Half-Life: Phase Transition (A Novel Excerpt)
An original tale from Valve's famous Half-Life universe
Halfway through the first lockdown in 2o20, I was feeling pretty bored. All the projects I was working on were well into production, and I didn't have a lot of writing to do. To fill the time, I'd started penning video game criticism again, just to scratch an itch. I hadn't written prose in a long time, and I'd honestly forgotten how much fun and enjoyment it gave me! Shortly after, I realised I wanted to write a novel.
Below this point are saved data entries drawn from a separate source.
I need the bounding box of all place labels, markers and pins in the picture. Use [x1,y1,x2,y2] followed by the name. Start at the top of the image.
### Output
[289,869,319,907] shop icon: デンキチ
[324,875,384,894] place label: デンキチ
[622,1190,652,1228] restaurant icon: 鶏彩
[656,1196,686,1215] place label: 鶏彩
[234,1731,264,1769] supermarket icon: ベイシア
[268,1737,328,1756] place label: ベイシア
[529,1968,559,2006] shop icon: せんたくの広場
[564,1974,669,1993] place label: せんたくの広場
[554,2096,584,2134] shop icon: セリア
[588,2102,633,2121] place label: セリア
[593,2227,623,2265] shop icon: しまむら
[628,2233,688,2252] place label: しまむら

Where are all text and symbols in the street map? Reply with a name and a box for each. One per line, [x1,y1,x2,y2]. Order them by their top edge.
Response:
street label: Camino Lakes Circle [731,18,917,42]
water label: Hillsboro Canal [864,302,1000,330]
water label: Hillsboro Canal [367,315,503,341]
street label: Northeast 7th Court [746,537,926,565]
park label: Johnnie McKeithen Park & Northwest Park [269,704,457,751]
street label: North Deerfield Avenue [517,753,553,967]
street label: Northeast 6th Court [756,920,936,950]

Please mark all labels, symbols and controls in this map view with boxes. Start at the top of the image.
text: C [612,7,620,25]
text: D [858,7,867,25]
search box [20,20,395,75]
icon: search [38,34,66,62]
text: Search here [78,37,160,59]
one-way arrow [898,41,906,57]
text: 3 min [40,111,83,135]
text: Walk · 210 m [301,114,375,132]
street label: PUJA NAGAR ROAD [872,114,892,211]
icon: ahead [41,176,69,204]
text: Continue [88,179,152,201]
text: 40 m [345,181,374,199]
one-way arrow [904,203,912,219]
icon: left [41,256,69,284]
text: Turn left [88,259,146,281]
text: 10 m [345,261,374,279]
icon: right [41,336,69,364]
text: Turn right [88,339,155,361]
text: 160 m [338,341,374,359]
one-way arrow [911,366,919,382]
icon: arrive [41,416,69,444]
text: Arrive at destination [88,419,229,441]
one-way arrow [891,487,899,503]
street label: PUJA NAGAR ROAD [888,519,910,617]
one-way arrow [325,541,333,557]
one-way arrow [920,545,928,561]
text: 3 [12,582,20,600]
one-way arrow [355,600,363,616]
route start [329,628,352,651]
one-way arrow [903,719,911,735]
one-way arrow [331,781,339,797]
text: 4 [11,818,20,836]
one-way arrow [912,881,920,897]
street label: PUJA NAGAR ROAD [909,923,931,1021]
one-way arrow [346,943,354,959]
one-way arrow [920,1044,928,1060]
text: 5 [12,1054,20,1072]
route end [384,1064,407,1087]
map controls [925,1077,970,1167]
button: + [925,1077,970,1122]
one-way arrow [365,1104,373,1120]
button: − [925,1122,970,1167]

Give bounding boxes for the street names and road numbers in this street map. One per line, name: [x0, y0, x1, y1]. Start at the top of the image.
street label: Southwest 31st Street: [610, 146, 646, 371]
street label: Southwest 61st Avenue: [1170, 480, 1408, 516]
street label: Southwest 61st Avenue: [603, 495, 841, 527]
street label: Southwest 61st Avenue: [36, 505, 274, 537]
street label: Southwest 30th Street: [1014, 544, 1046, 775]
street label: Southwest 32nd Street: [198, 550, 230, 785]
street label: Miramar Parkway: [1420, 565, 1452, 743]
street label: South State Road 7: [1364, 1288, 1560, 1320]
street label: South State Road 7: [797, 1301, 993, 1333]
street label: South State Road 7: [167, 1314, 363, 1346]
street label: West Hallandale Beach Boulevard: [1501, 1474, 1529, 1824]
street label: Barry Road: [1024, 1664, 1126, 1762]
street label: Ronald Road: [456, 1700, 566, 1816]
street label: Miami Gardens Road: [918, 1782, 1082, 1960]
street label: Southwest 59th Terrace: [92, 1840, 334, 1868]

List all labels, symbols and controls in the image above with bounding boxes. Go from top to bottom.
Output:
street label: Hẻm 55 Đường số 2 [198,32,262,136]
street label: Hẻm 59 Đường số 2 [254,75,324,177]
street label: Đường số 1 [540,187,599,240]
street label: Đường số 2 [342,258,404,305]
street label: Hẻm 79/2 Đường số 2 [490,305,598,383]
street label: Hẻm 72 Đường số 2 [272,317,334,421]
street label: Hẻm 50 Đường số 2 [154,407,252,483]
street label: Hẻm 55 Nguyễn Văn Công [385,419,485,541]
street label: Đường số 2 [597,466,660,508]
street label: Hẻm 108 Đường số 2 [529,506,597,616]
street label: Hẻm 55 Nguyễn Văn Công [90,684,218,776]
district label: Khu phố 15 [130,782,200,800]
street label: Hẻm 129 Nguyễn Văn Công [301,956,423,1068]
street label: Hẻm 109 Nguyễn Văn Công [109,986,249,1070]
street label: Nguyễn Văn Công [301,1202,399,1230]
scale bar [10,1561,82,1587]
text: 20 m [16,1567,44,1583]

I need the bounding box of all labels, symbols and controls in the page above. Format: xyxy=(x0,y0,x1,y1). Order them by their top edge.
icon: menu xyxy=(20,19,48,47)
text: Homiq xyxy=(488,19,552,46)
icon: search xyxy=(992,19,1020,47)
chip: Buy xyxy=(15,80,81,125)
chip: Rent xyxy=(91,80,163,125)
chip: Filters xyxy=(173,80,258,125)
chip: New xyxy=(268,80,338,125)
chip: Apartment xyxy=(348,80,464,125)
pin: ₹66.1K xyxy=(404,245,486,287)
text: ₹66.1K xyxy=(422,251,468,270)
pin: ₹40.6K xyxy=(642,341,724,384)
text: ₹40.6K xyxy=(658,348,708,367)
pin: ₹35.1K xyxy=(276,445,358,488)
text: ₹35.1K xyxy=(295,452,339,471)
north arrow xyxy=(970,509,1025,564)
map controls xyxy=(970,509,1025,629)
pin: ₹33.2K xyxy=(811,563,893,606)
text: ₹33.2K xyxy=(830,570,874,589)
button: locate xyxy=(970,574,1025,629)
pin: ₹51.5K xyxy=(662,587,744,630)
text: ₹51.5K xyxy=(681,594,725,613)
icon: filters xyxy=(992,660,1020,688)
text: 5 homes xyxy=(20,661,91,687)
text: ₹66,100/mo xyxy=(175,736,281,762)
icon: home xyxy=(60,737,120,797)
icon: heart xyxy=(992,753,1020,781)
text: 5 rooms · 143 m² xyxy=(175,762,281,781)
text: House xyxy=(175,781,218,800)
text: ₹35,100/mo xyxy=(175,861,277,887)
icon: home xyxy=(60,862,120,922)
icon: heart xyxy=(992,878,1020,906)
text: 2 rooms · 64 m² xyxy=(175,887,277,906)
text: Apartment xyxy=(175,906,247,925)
It was going to be a Half-Life novel, one that would take place before the comic series I'd been producing. It would be short, perhaps 200–300 pages, and tell the story of two people—Ray and Gemi—in the first years of the Combine's occupation. I sketched out a plot, peopled it with a cast of characters, and set off, little knowing where it would go or if I would even finish it.
It is now 2024. Half-Life 2 just celebrated its twentieth anniversary, and my novel is, at long last, finished. It sits at an obscene 960 pages, a bit off the initial 300-page mark. Writing it has been a wonderful, miserable pleasure, but the time's come to let it go—to send it out into the world and see what comes of it.
Whilst that release is a couple of months away, I'm debuting a small excerpt on SUPERJUMP. It takes place about halfway through the novel, in which Ray and Gemi have embarked on a dangerous mission to rescue a scientist called Delilah Savage—and the secret she holds.
Without further ado, I present Half-Life: Phase Transition.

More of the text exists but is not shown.